What is being asked:
To complete the exercise, repeat every record exactly as it stands.

(Task inputs begins)

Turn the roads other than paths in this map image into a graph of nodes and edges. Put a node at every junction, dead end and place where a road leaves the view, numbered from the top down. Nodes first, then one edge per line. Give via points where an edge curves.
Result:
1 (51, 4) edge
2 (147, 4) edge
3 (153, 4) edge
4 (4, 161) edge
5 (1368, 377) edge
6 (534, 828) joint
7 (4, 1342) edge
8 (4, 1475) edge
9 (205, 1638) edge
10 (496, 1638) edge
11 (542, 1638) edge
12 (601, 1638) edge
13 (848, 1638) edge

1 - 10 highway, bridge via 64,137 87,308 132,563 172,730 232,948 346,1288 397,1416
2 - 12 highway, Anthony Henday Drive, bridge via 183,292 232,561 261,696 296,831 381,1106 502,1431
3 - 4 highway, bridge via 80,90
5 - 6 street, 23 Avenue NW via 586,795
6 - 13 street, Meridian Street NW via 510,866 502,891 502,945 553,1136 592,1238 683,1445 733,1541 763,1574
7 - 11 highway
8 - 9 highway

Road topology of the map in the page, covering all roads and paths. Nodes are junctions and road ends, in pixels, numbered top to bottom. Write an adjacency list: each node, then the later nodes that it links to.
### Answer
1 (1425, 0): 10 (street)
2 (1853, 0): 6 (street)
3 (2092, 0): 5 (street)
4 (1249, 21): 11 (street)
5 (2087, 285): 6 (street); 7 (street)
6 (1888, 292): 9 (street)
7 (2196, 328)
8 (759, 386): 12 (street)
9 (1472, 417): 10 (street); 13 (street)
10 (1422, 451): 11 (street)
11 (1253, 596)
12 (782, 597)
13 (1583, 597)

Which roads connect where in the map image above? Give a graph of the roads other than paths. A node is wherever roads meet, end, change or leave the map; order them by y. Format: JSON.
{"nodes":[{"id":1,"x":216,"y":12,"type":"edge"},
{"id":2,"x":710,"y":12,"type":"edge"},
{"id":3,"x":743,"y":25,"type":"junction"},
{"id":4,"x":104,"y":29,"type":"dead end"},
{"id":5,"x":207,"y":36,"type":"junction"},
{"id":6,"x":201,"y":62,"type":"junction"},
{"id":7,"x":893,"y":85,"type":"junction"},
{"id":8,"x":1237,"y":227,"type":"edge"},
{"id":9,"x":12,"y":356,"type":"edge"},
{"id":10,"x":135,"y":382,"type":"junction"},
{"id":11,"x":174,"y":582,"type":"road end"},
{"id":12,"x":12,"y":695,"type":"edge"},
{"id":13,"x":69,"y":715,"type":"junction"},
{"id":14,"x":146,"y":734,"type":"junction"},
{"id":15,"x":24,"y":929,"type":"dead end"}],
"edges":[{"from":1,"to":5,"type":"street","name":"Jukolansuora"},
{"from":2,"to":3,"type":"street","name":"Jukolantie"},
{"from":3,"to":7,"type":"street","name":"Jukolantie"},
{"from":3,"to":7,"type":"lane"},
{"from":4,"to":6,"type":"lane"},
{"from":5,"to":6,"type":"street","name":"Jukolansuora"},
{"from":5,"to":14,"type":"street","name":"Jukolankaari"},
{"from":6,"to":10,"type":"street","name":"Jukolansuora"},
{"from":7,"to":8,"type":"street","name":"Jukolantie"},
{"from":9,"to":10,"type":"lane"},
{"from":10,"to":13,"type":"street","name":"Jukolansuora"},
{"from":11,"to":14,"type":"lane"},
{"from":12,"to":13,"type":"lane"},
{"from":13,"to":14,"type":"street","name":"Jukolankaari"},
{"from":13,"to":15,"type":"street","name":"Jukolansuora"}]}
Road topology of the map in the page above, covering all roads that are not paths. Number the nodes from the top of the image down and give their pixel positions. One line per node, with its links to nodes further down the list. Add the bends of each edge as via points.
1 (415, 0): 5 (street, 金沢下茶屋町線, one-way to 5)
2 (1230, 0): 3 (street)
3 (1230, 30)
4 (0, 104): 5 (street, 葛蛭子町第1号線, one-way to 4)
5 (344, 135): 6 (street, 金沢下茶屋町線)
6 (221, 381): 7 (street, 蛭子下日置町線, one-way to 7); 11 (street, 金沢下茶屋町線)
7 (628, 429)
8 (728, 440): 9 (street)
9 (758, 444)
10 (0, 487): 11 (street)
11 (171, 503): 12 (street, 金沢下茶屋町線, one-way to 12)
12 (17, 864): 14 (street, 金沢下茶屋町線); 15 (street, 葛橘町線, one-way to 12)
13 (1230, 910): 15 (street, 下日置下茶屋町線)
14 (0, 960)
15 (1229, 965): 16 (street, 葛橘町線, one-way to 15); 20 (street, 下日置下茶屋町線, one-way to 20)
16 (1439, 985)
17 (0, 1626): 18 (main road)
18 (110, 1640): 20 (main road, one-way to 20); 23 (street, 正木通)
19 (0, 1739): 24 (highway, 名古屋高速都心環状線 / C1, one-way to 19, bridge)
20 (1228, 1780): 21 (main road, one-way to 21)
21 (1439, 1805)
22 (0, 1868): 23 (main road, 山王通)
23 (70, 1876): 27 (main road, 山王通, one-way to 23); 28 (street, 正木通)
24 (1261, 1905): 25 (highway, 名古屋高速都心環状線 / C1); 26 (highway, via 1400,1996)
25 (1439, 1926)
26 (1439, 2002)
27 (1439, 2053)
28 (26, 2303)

(Task inputs ends)

Solved exercise:
Turn the roads other than paths in this map image into a graph of nodes and edges. Put a node at every junction, dead end and place where a road leaves the view, numbered from the top down. Nodes first, then one edge per line. Give via points where an edge curves.
Result:
1 (51, 4) edge
2 (147, 4) edge
3 (153, 4) edge
4 (4, 161) edge
5 (1368, 377) edge
6 (534, 828) joint
7 (4, 1342) edge
8 (4, 1475) edge
9 (205, 1638) edge
10 (496, 1638) edge
11 (542, 1638) edge
12 (601, 1638) edge
13 (848, 1638) edge

1 - 10 highway, bridge via 64,137 87,308 132,563 172,730 232,948 346,1288 397,1416
2 - 12 highway, Anthony Henday Drive, bridge via 183,292 232,561 261,696 296,831 381,1106 502,1431
3 - 4 highway, bridge via 80,90
5 - 6 street, 23 Avenue NW via 586,795
6 - 13 street, Meridian Street NW via 510,866 502,891 502,945 553,1136 592,1238 683,1445 733,1541 763,1574
7 - 11 highway
8 - 9 highway

Road topology of the map in the page, covering all roads and paths. Nodes are junctions and road ends, in pixels, numbered top to bottom. Write an adjacency list: each node, then the later nodes that it links to.
### Answer
1 (1425, 0): 10 (street)
2 (1853, 0): 6 (street)
3 (2092, 0): 5 (street)
4 (1249, 21): 11 (street)
5 (2087, 285): 6 (street); 7 (street)
6 (1888, 292): 9 (street)
7 (2196, 328)
8 (759, 386): 12 (street)
9 (1472, 417): 10 (street); 13 (street)
10 (1422, 451): 11 (street)
11 (1253, 596)
12 (782, 597)
13 (1583, 597)

Which roads connect where in the map image above? Give a graph of the roads other than paths. A node is wherever roads meet, end, change or leave the map; order them by y. Format: JSON.
{"nodes":[{"id":1,"x":216,"y":12,"type":"edge"},
{"id":2,"x":710,"y":12,"type":"edge"},
{"id":3,"x":743,"y":25,"type":"junction"},
{"id":4,"x":104,"y":29,"type":"dead end"},
{"id":5,"x":207,"y":36,"type":"junction"},
{"id":6,"x":201,"y":62,"type":"junction"},
{"id":7,"x":893,"y":85,"type":"junction"},
{"id":8,"x":1237,"y":227,"type":"edge"},
{"id":9,"x":12,"y":356,"type":"edge"},
{"id":10,"x":135,"y":382,"type":"junction"},
{"id":11,"x":174,"y":582,"type":"road end"},
{"id":12,"x":12,"y":695,"type":"edge"},
{"id":13,"x":69,"y":715,"type":"junction"},
{"id":14,"x":146,"y":734,"type":"junction"},
{"id":15,"x":24,"y":929,"type":"dead end"}],
"edges":[{"from":1,"to":5,"type":"street","name":"Jukolansuora"},
{"from":2,"to":3,"type":"street","name":"Jukolantie"},
{"from":3,"to":7,"type":"street","name":"Jukolantie"},
{"from":3,"to":7,"type":"lane"},
{"from":4,"to":6,"type":"lane"},
{"from":5,"to":6,"type":"street","name":"Jukolansuora"},
{"from":5,"to":14,"type":"street","name":"Jukolankaari"},
{"from":6,"to":10,"type":"street","name":"Jukolansuora"},
{"from":7,"to":8,"type":"street","name":"Jukolantie"},
{"from":9,"to":10,"type":"lane"},
{"from":10,"to":13,"type":"street","name":"Jukolansuora"},
{"from":11,"to":14,"type":"lane"},
{"from":12,"to":13,"type":"lane"},
{"from":13,"to":14,"type":"street","name":"Jukolankaari"},
{"from":13,"to":15,"type":"street","name":"Jukolansuora"}]}
Road topology of the map in the page above, covering all roads that are not paths. Number the nodes from the top of the image down and give their pixel positions. One line per node, with its links to nodes further down the list. Add the bends of each edge as via points.
1 (415, 0): 5 (street, 金沢下茶屋町線, one-way to 5)
2 (1230, 0): 3 (street)
3 (1230, 30)
4 (0, 104): 5 (street, 葛蛭子町第1号線, one-way to 4)
5 (344, 135): 6 (street, 金沢下茶屋町線)
6 (221, 381): 7 (street, 蛭子下日置町線, one-way to 7); 11 (street, 金沢下茶屋町線)
7 (628, 429)
8 (728, 440): 9 (street)
9 (758, 444)
10 (0, 487): 11 (street)
11 (171, 503): 12 (street, 金沢下茶屋町線, one-way to 12)
12 (17, 864): 14 (street, 金沢下茶屋町線); 15 (street, 葛橘町線, one-way to 12)
13 (1230, 910): 15 (street, 下日置下茶屋町線)
14 (0, 960)
15 (1229, 965): 16 (street, 葛橘町線, one-way to 15); 20 (street, 下日置下茶屋町線, one-way to 20)
16 (1439, 985)
17 (0, 1626): 18 (main road)
18 (110, 1640): 20 (main road, one-way to 20); 23 (street, 正木通)
19 (0, 1739): 24 (highway, 名古屋高速都心環状線 / C1, one-way to 19, bridge)
20 (1228, 1780): 21 (main road, one-way to 21)
21 (1439, 1805)
22 (0, 1868): 23 (main road, 山王通)
23 (70, 1876): 27 (main road, 山王通, one-way to 23); 28 (street, 正木通)
24 (1261, 1905): 25 (highway, 名古屋高速都心環状線 / C1); 26 (highway, via 1400,1996)
25 (1439, 1926)
26 (1439, 2002)
27 (1439, 2053)
28 (26, 2303)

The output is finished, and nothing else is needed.